O risco de misturar política e negócios
31 de outubro de 2016A pressão internacional parece estar a aumentar. Segundo o jornal português Expresso, os Estados Unidos da América fizeram um "ultimato" a Luanda: É preciso que os bancos angolanos "deixem de ter" acionistas com ligações à política ou cargos públicos.
"Washington fez saber, durante a recente visita efetuada aos Estados Unidos pelo governador do Banco Nacional de Angola (BNA), Valter Filipe, que ou Angola afasta as pessoas expostas politicamente […] da estrutura acionista dos bancos comerciais ou continuará a não ter acesso a dólares", lê-se na publicação.
Contactada pela DW, a embaixada norte-americana em Angola não comenta a notícia. Por sua vez, o jurista Rui Verde fala sobre as dificuldades em afastar pessoas politicamente expostas e sobre os riscos de se misturar política e negócios.
DW África: Quantas pessoas politicamente expostas há na banca angolana? Já se fez esse levantamento?
Rui Verde (RV): Não foi feito um levantamento sistemático, mas já foi feito um levantamento empírico: De um modo geral, todos os bancos têm uma pessoa politicamente exposta à frente - desde Isabel dos Santos, ao irmão, a vários generais. Com a transferência do BFA do BPI para Isabel dos Santos é capaz de não haver nenhum banco relevante que não tenha pessoas politicamente expostas como acionistas relevantes.
DW África: E que implicações é que isso tem?
RV: Os bancos estão muito condicionados na sua atuação financeira por considerações políticas. Têm sido vários os escândalos na banca angolana – o mais conhecido é o do BESA, de empréstimos feitos a entidades políticas que não são pagos. Há o caso do antigo vice-presidente do MPLA [Movimento Popular de Libertação de Angola, no poder], Roberto de Almeida, que recebeu supostamente um empréstimo de 10 milhões de euros e diz que não o paga porque julgava que era uma oferta. Acho que este é o exemplo típico de como se pode traduzir na realidade o facto de os bancos pertencerem a pessoas politicamente expostas.
DW África: Ou seja, a existência destas pessoas politicamente expostas implica necessariamente um risco?
RV: Implica um risco muito grande, e implica, por outro lado, uma atenção das autoridades muito maior.
DW África: Como se poderia despolitizar a banca angolana, para diminuir esse risco?

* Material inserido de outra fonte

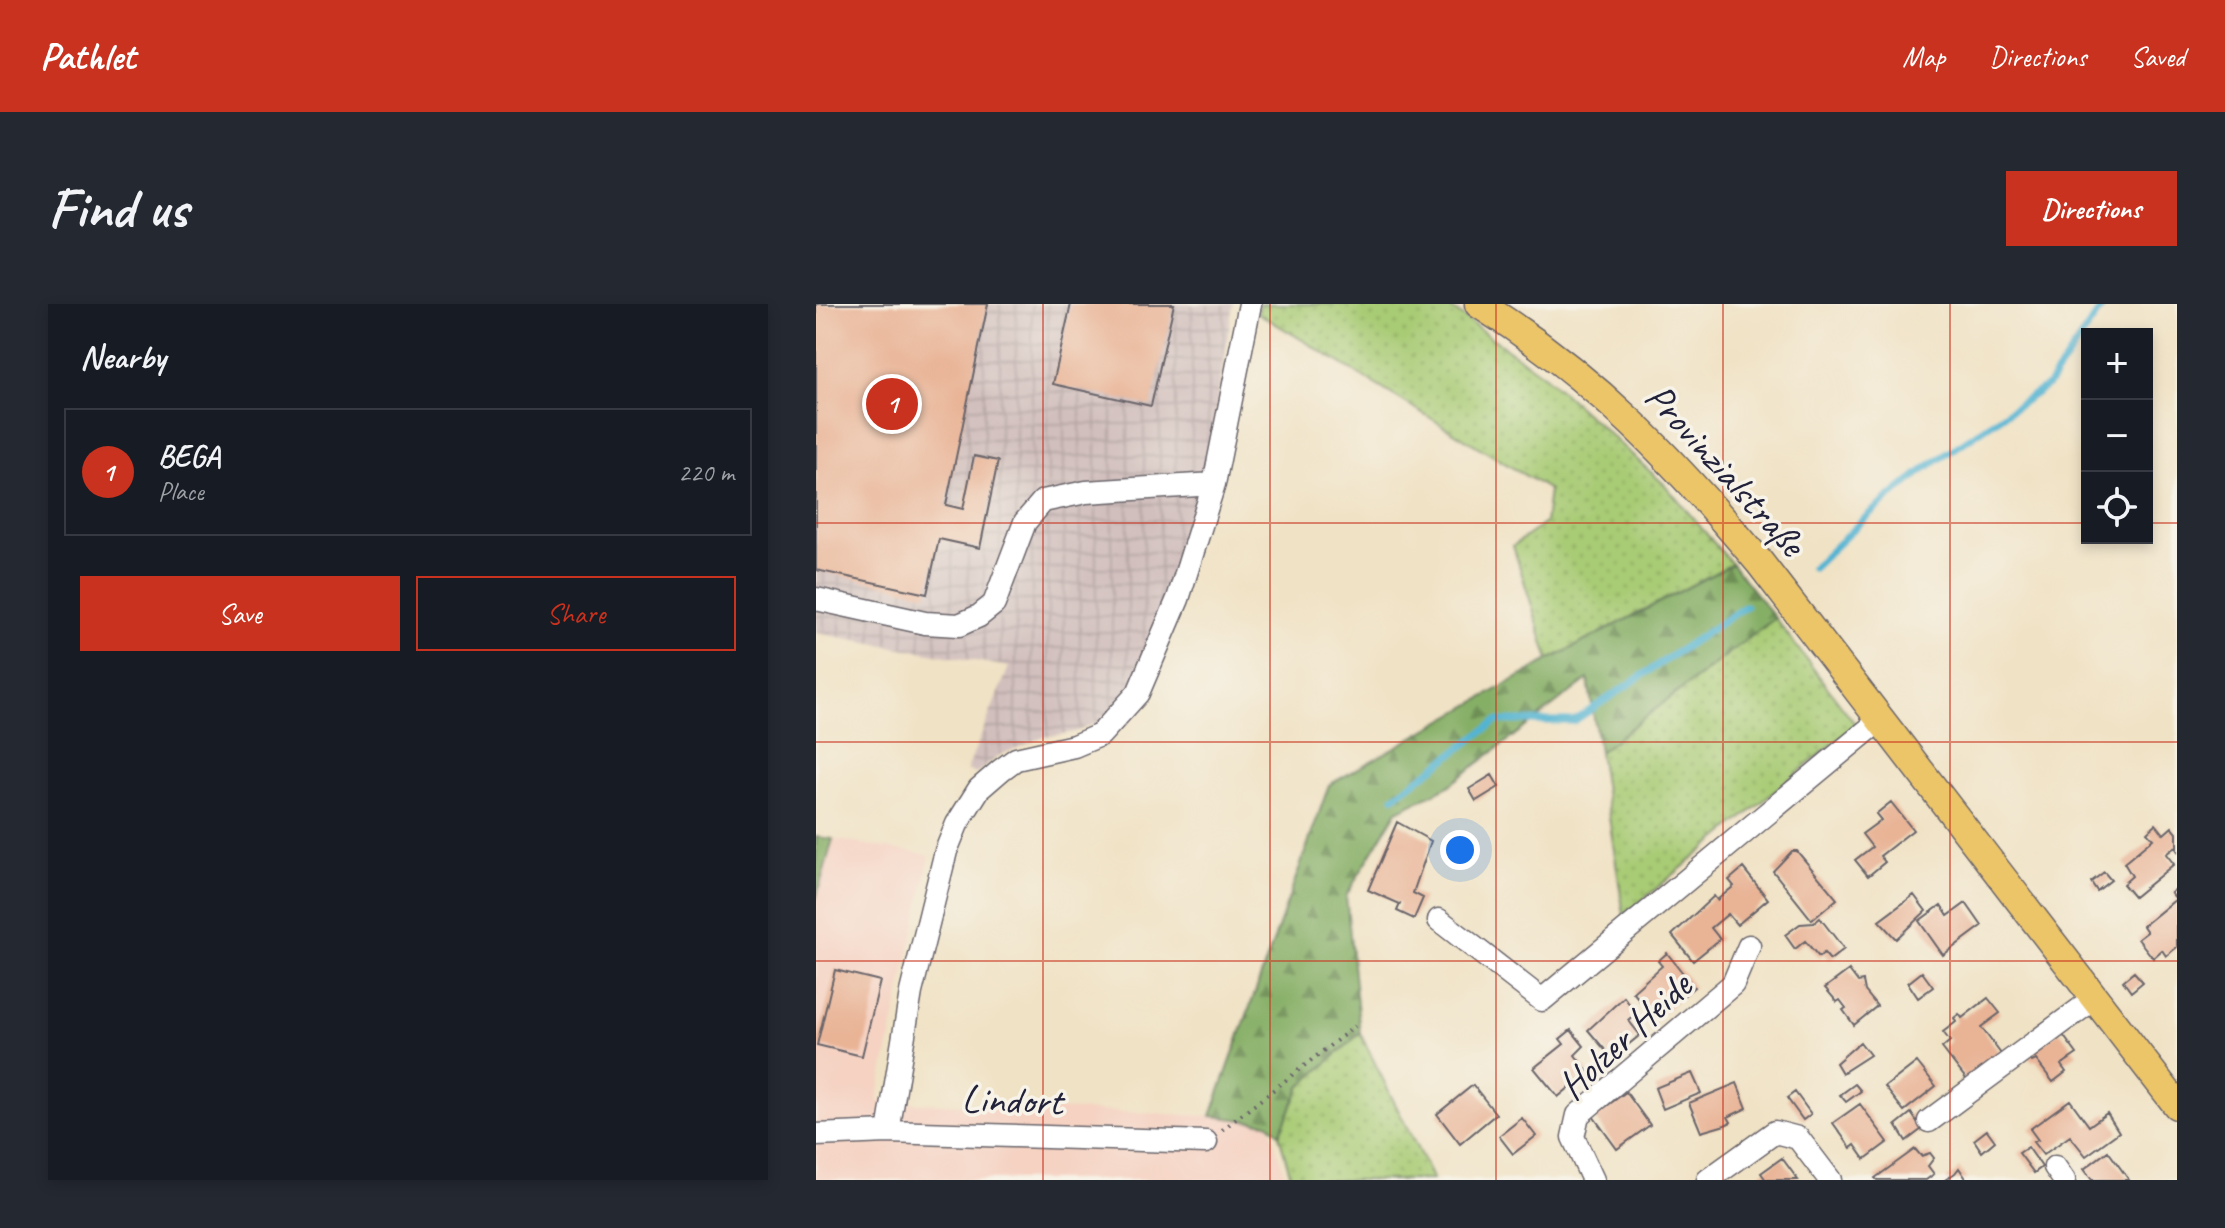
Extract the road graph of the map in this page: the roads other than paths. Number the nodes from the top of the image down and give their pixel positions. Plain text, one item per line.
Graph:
1 (1250, 304) edge
2 (1479, 304) edge
3 (1214, 484) junction
4 (816, 599) edge
5 (1880, 720) junction
6 (1439, 920) dead end
7 (1749, 946) dead end
8 (2095, 998) junction
9 (2177, 1105) edge
10 (1929, 1121) dead end
11 (888, 1132) junction
12 (816, 1135) edge
13 (1206, 1142) road end
14 (1593, 1180) edge
15 (1708, 1180) edge
16 (1830, 1180) edge

1 - 3 street
2 - 5 main road, Provinzialstraße
3 - 4 street
3 - 11 street
5 - 6 street
5 - 8 main road, Provinzialstraße
7 - 14 street, Holzer Heide
8 - 9 main road, Provinzialstraße
8 - 10 street
11 - 12 street, Lindort
11 - 13 street, Lindort
15 - 16 street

RV: Isso passaria por criar um mercado de capitais e um empresariado angolano despolitizado, algo que vai demorar algum tempo. Neste momento, os grandes empresários angolanos, dentro ou fora do setor financeiro, estão ligados à política de forma indelével. Portanto, só uma mudança política pode levar a uma mudança económica. Não há hipótese de agora se anunciar uma despolitização da banca angolana. É impossível, porque o regime político está ligado ao controlo financeiro. Não tendo controlo financeiro, não há regime político.
DW África: Há uma pressão crescente, a nível internacional, para mudar o sistema financeiro em Angola?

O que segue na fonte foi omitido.